• Record excerpts:

#####

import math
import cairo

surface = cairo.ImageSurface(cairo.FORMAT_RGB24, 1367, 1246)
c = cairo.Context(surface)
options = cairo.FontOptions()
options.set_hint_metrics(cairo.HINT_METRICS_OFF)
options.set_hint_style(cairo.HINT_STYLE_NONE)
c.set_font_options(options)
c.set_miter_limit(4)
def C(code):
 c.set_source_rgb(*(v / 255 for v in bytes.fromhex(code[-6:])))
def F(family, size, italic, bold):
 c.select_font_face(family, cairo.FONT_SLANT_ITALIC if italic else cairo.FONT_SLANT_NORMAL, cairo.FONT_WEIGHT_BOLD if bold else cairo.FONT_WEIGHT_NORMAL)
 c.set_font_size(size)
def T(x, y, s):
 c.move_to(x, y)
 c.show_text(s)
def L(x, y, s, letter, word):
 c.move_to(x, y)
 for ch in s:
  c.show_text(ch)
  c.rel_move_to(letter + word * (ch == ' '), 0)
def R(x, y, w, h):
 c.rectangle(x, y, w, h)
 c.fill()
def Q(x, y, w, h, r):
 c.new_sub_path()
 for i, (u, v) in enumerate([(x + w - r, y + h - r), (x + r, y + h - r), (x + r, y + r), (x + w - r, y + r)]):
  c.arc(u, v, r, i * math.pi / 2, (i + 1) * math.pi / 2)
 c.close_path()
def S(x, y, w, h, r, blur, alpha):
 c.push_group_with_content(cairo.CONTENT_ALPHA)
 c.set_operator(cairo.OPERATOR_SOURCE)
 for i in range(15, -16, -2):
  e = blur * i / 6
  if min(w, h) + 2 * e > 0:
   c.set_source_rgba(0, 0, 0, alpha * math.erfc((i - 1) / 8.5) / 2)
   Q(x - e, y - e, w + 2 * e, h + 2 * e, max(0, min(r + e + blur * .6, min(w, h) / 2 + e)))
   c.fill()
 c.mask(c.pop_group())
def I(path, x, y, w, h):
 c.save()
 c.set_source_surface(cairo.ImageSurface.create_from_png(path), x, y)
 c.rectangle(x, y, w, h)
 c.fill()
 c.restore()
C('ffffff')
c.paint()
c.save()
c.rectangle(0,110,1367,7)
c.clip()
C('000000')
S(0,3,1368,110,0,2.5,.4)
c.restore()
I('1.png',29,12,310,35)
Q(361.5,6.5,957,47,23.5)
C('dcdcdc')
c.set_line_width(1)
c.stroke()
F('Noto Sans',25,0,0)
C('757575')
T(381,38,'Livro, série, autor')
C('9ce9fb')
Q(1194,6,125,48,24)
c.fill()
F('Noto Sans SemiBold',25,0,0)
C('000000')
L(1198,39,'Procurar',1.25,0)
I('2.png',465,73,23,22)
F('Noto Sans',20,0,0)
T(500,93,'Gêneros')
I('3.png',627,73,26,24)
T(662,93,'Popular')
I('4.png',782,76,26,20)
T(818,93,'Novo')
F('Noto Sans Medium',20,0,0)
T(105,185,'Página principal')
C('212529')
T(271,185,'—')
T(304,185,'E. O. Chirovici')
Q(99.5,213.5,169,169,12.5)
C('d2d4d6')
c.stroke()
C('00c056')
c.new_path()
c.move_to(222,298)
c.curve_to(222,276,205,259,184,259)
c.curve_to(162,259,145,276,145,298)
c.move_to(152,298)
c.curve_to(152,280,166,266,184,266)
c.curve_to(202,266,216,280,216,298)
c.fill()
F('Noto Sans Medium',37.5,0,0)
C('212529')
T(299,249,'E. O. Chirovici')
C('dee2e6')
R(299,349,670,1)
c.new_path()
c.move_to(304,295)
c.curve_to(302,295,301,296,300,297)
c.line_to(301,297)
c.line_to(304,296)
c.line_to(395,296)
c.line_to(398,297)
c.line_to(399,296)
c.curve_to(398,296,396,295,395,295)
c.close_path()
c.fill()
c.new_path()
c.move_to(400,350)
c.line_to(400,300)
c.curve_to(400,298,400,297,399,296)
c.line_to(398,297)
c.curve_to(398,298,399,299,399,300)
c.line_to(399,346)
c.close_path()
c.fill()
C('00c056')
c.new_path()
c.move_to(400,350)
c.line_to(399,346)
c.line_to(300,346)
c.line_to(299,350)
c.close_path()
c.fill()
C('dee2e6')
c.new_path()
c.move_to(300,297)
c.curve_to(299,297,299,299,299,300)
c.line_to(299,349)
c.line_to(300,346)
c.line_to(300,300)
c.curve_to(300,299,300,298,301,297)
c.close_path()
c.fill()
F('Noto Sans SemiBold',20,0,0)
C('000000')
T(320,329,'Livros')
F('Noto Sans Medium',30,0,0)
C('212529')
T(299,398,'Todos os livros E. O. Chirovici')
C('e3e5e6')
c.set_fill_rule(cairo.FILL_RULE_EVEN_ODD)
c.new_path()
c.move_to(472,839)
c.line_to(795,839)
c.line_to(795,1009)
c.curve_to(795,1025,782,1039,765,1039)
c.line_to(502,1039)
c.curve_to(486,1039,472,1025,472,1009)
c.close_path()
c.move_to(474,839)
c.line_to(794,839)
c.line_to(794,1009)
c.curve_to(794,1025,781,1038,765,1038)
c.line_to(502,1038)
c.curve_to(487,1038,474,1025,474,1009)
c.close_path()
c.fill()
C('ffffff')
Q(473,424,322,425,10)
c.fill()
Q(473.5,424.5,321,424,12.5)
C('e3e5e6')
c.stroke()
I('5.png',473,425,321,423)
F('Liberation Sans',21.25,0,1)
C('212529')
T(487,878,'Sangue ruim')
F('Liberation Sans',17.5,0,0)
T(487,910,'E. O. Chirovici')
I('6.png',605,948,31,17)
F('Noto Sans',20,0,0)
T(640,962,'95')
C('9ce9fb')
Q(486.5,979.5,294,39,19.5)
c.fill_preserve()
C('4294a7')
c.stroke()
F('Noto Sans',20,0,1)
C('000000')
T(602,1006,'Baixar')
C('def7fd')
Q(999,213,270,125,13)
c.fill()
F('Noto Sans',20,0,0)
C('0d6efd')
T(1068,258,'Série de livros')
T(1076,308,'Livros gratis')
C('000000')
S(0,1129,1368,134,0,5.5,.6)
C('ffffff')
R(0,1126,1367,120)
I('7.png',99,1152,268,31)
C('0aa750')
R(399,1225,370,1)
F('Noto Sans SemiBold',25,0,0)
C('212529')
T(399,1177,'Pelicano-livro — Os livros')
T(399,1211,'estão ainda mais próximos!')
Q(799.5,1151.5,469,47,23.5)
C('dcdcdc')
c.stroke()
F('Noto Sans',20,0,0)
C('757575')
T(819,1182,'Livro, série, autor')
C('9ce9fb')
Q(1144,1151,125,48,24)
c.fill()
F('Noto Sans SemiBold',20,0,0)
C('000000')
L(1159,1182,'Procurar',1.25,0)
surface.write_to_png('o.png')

#####

• What the task asks:
The job here is to find each line above with the word "ImageSurface" and copy it.

• Exercise response:
surface = cairo.ImageSurface(cairo.FORMAT_RGB24, 1367, 1246)
 c.set_source_surface(cairo.ImageSurface.create_from_png(path), x, y)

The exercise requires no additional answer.